Secondly, most of what we see with independent operators (non-large chains) is that the orientation, training and follow up are “not as diligent as each one of these items ought to be.”
Why, you ask?
- Because you are desperate for new people-You don’t have enough staff in the first place.
- Because you are not prepared for bringing on the new people-Training programs are not laid out in a succinct manner.
- Because you may have not “trained the trainers” adequately/thoroughly.
- Because you are not following up with the trained new employee as well as you could.
- Because you initiate training at an inappropriate time of the week or day.
- Because you did not do a thorough orientation.
And these are why many restaurants lose lots of newly hired employees during their first several weeks of employment.
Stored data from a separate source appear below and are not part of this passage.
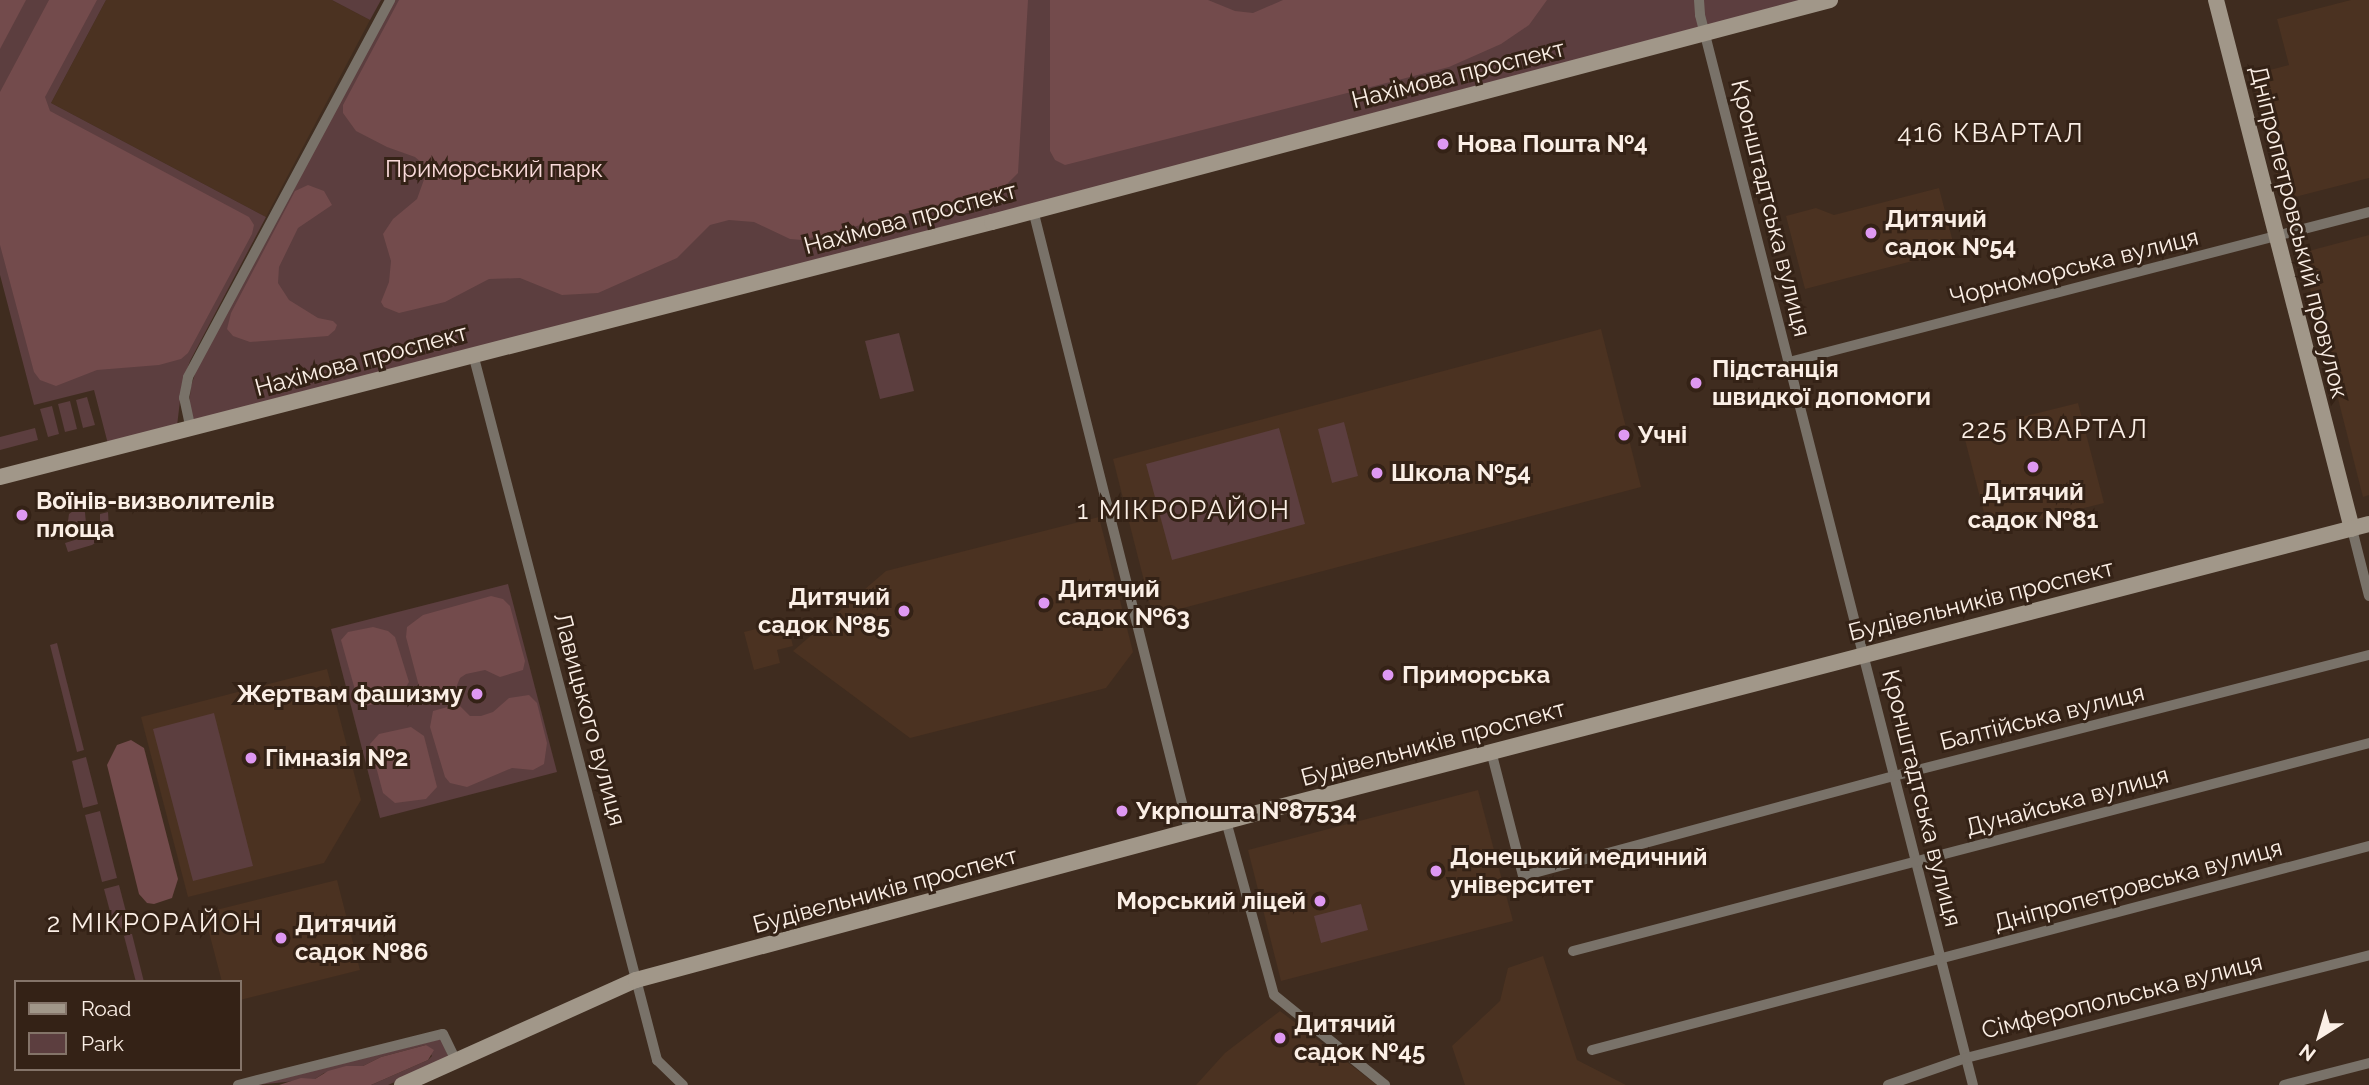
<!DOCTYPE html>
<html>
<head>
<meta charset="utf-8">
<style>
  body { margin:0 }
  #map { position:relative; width:2369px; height:1085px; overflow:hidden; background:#3f2c1f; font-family:Raleway,sans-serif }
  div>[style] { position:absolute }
  .built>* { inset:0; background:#4b3221 }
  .green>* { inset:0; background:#5c3e3f }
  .forest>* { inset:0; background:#734b4c }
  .street>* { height:10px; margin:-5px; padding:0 5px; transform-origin:5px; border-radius:5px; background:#797269 }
  .secondary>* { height:16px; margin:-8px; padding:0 8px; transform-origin:8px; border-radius:8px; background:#a19789 }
  .dots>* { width:19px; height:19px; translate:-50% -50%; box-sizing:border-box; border:4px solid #342216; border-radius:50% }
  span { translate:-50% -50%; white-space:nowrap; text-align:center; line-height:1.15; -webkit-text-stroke:6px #342216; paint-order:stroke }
  .street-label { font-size:24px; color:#fbefe6 }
  .poi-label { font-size:24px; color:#fbefe6; font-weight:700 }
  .left { translate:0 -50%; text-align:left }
  .right { translate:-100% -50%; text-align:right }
  .park-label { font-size:24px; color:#f9dada }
  .neighbourhood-label { font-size:26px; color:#fbefe6; letter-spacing:2px }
  .legend { position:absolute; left:14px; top:980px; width:228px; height:91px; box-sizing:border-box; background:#342216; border:2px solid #847469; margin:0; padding:9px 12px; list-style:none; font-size:21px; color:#fbefe6 }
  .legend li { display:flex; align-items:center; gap:14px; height:35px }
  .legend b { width:35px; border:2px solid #847469 }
  .north { position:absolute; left:2285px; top:1001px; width:70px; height:70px; -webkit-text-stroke:5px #342216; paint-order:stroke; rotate:217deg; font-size:19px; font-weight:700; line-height:28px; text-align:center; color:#fbefe6 }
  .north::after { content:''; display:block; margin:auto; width:24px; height:32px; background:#fbefe6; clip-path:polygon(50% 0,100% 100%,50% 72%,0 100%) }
</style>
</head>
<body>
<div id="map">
  <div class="built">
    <i style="clip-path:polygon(106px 0,332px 0,370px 20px,266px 217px,51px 103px)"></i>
    <i style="clip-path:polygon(2351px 0,2369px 0,2369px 178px,2283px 200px,2251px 75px,2289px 65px,2277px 19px)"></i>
    <i style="clip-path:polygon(1939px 188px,1955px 250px,1805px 289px,1786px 216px,1816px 208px,1834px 215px)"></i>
    <i style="clip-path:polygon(2369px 235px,2369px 495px,2363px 497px,2301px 253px)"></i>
    <i style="clip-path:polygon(1601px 329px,1641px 487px,1153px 616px,1113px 459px)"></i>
    <i style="clip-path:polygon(2078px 403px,2104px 503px,1989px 532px,1963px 432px)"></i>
    <i style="clip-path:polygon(1099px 517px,1133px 652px,1106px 688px,910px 738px,793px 651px,886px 571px)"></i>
    <i style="clip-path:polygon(787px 621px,793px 646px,777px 650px,780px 663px,754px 670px,744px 632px)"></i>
    <i style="clip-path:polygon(327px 669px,361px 800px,324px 863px,188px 897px,141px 717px)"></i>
    <i style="clip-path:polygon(1478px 790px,1513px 921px,1281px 981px,1248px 850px)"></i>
    <i style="clip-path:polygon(337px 880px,360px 970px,240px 1000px,240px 982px,222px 982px,204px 913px)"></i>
    <i style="clip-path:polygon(1543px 956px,1577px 1060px,1626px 1085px,1465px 1085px,1452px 1046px,1500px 1001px,1508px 968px)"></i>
    <i style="clip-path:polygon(1280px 1011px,1377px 1085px,1196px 1085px,1225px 1053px)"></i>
  </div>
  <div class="green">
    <i style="clip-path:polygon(0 0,106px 0,51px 103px,266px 217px,190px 361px,182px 384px,177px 426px,108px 444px,94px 390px,34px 405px,0 275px)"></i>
    <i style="clip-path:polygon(332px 0,381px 0,370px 20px)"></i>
    <i style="clip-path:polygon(392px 0,1831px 0,187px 424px,191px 386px,198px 365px)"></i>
    <i style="clip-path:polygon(899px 333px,914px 391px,880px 399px,865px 341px)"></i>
    <i style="clip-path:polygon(87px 397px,95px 425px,83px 428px,76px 400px)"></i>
    <i style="clip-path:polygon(70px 401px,77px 429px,65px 432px,58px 404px)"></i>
    <i style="clip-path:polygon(52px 406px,59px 434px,48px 437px,40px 409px)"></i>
    <i style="clip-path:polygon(1344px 422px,1358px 476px,1332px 483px,1318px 429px)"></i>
    <i style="clip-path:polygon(35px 428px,38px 440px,0 450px,0 437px)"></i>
    <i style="clip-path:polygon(1279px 428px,1305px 524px,1172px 560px,1146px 464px)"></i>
    <i style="clip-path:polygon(84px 503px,86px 523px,67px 528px,69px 514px)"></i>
    <i style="clip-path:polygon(108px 512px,109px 529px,105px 536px,92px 545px,68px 552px,65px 543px,94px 534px,100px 526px,100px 514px)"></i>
    <i style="clip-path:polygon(508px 584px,557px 772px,380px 818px,331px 629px)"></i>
    <i style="clip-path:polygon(57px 643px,84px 750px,77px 752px,50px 645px)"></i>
    <i style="clip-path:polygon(214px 713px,253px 866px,193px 881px,153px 729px)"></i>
    <i style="clip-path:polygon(86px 757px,98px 804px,83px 808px,72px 761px)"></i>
    <i style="clip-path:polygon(100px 811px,117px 878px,102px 882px,85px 815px)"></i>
    <i style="clip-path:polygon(119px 885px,130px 927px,115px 930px,104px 889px)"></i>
    <i style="clip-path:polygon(1361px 904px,1368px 930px,1321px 943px,1314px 916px)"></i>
    <i style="clip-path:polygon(131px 934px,132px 934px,144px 982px,136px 982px,124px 936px)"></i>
    <i style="clip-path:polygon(441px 1039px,449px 1058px,388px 1085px,371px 1085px,428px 1060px,432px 1056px,426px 1045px,381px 1057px,363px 1066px,324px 1073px,315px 1079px,256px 1085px)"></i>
  </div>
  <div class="forest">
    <i style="clip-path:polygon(0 0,26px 0,0 49px)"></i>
    <i style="clip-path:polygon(49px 0,97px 0,45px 97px,50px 111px,249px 217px,254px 225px,252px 234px,188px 353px,181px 359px,159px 365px,97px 370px,56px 386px,40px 380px,34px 372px,0 245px,0 92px)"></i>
    <i style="clip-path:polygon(399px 0,1028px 0,1018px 173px,1002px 189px,802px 240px,790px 239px,754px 222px,729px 220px,710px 225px,677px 258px,598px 293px,562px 295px,520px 278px,489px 279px,445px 302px,399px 313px,384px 307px,381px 302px,389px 282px,391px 261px,383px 234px,393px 219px,417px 199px,426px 174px,423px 164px,415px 157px,387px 147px,356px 131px,343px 113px,343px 105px)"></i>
    <i style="clip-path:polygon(1050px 0,1208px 0,1235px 11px,1253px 13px,1283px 0,1547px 0,1529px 25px,1501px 44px,1449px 67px,1065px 165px,1055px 160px,1050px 151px)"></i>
    <i style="clip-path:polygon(308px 185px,324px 191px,332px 205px,298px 228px,279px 267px,278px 283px,289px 300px,318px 318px,333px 321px,337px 325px,335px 330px,328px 336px,250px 342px,233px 336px,227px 329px,231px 313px,295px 191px)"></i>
    <i style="clip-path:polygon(491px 596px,503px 599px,510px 606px,525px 661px,523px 670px,500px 677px,485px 670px,466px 674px,460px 678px,453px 695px,435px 700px,426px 698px,420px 690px,406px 637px,407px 627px,423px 615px)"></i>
    <i style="clip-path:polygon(373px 627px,388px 631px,395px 637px,409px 682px,400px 697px,366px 706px,357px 697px,341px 640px,348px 632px)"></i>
    <i style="clip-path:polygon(529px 695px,537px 703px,547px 743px,544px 764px,533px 770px,512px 768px,467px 787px,450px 783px,445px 777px,430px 727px,433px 711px,458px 704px,470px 716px,481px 716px,493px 712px,509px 698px)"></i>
    <i style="clip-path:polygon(411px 727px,424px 736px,437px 787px,426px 799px,395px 803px,383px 793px,370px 744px,379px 734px)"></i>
    <i style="clip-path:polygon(131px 740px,144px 748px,178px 879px,172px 898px,154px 904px,147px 903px,139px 894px,107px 765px,117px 745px)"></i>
    <i style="clip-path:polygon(426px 1045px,434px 1050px,428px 1060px,371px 1085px,279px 1085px,301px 1078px,315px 1079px,328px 1071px,346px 1066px,363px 1066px,381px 1057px)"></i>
  </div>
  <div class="street">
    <i style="left:1699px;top:0;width:15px;rotate:86deg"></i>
    <i style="left:1700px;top:15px;width:1104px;rotate:75.69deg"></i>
    <i style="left:1033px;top:210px;width:640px;rotate:75.9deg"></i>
    <i style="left:473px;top:354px;width:730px;rotate:75.39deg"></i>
    <i style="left:657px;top:1060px;width:36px;rotate:44deg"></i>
    <i style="left:1789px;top:362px;width:599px;rotate:-14.5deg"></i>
    <i style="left:191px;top:430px;width:33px;rotate:-102deg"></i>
    <i style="left:184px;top:398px;width:21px;rotate:-79deg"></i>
    <i style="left:188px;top:377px;width:428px;rotate:-61.8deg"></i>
    <i style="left:2352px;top:529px;width:69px;rotate:75.8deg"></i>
    <i style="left:1491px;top:751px;width:129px;rotate:75.6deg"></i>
    <i style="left:1523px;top:876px;width:384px;rotate:-15.1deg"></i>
    <i style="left:1894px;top:776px;width:490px;rotate:-14.3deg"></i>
    <i style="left:1226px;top:821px;width:180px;rotate:74.6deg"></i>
    <i style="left:1274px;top:995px;width:143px;rotate:39deg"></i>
    <i style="left:1573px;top:951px;width:823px;rotate:-14.64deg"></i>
    <i style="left:1592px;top:1050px;width:803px;rotate:-14.71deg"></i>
    <i style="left:238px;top:1085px;width:211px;rotate:-14deg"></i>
    <i style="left:443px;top:1034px;width:30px;rotate:64deg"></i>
    <i style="left:1888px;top:1085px;width:83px;rotate:-19.1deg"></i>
    <i style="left:1966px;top:1058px;width:416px;rotate:-14.3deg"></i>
    <i style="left:2284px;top:1085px;width:88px;rotate:-14.5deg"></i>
  </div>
  <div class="secondary">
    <i style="left:2216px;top:0;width:546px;rotate:75.58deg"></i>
    <i style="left:0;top:477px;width:1024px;rotate:-14.42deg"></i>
    <i style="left:992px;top:222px;width:867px;rotate:-14.84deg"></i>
    <i style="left:402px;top:1085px;width:256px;rotate:-24.2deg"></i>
    <i style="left:636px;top:980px;width:639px;rotate:-15.06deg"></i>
    <i style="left:1253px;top:814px;width:1153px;rotate:-14.57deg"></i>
  </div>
  <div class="dots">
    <i style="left:1443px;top:144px;background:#de98f2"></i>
    <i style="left:1871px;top:233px;background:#de98f2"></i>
    <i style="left:1696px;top:383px;background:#de98f2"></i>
    <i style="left:1624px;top:435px;background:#de98f2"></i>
    <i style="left:2033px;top:467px;background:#de98f2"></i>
    <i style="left:1377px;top:473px;background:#de98f2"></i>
    <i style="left:22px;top:515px;background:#de98f2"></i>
    <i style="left:1044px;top:603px;background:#de98f2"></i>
    <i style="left:904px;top:611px;background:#de98f2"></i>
    <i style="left:1388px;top:675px;background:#de98f2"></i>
    <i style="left:477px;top:694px;background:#de98f2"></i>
    <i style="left:251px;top:758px;background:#de98f2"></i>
    <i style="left:1122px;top:811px;background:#de98f2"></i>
    <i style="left:1436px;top:871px;background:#de98f2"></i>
    <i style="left:1320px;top:901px;background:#de98f2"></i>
    <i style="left:281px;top:938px;background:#de98f2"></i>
    <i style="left:1280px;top:1038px;background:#de98f2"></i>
  </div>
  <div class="street-label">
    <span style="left:1458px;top:74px;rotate:-14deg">Нахімова проспект</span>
    <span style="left:1771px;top:208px;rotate:76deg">Кронштадтська вулиця</span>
    <span style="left:910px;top:218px;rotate:-15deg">Нахімова проспект</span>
    <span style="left:2299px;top:232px;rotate:76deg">Дніпропетровський провулок</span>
    <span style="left:2074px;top:267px;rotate:-14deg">Чорноморська вулиця</span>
    <span style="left:361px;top:360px;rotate:-15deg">Нахімова проспект</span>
    <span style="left:1981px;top:600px;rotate:-14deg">Будівельників проспект</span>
    <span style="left:2042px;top:717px;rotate:-14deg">Балтійська вулиця</span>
    <span style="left:590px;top:719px;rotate:75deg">Лавицького вулиця</span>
    <span style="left:1433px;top:743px;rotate:-15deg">Будівельників проспект</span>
    <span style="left:1922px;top:798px;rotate:76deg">Кронштадтська вулиця</span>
    <span style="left:2067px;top:801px;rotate:-15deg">Дунайська вулиця</span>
    <span style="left:2138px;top:885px;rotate:-15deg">Дніпропетровська вулиця</span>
    <span style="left:885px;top:890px;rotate:-15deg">Будівельників проспект</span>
    <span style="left:2122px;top:996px;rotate:-14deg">Сімферопольська вулиця</span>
  </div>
  <div class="poi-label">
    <span class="left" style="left:1457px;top:144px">Нова Пошта №4</span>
    <span class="left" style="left:1885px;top:233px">Дитячий<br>садок №54</span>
    <span class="left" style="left:1712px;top:383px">Підстанція<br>швидкої допомоги</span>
    <span class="left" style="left:1638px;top:435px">Учні</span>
    <span class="left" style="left:1391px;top:473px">Школа №54</span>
    <span style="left:2033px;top:506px">Дитячий<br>садок №81</span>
    <span class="left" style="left:36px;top:515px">Воїнів-визволителів<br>площа</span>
    <span class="left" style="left:1058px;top:603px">Дитячий<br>садок №63</span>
    <span class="right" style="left:890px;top:611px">Дитячий<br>садок №85</span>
    <span class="left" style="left:1402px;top:675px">Приморська</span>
    <span class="right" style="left:463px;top:694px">Жертвам фашизму</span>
    <span class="left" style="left:265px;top:758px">Гімназія №2</span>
    <span class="left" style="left:1136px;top:811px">Укрпошта №87534</span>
    <span class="left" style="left:1450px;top:871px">Донецький медичний<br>університет</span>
    <span class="right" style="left:1306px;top:901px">Морський ліцей</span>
    <span class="left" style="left:295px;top:938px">Дитячий<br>садок №86</span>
    <span class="left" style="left:1294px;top:1038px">Дитячий<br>садок №45</span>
  </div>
  <div class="park-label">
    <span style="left:494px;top:169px">Приморський парк</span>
  </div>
  <div class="neighbourhood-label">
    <span style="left:1991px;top:134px">416 КВАРТАЛ</span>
    <span style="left:2055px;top:430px">225 КВАРТАЛ</span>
    <span style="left:1184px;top:511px">1 МІКРОРАЙОН</span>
    <span style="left:155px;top:924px">2 МІКРОРАЙОН</span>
  </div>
  <ul class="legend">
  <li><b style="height:9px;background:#a19789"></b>Road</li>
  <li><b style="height:19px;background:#5c3e3f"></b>Park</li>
  </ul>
  <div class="north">N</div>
</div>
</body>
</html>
This can be avoided.
Since turnover is expensive, it can be disruptive to operations and make the job of managing a restaurant even more of a challenge than it already is.
Take Better Care of Team Members
Here are five proven ways to take better care of your new team members so less of them leave during those critical first two weeks:
- For clarity’s sake, each new employee should have a job description and a training manual. Good people want to work for good companies that have their act together and are serious about what they do. Make a good impression with these people showing them you are well organized and professional. Have well-crafted, professional forms, training manuals and handbooks.
- Every employee should have a thorough orientation and should be walked through the employee manual and training guide carefully and slowly.
- Have a written outline of the training plan for each new hire. This shows you are thorough and you actually do have a plan for getting them familiar with your operation and how they will be trained. This will show the new hire and the trainer that you truly care about their success and that you anticipate them becoming a contributor to the team.
- Don’t start a new employee on a busy day. They will be overwhelmed, the training will be sub-standard and it will feel unorganized and chaotic. Many new employees after going through this just won’t return the next day.
- Also, don’t start them at the beginning of a shift. Too much going on at this time. Start them at a slower part of the day where you can give them the appropriate attention required.
You want to make a great first impression with your new hire(s). Having a well thought out system that is thorough and complete will make the person feel excited and good about their selection to work for you. They will be happier, more productive and a contributor to the team.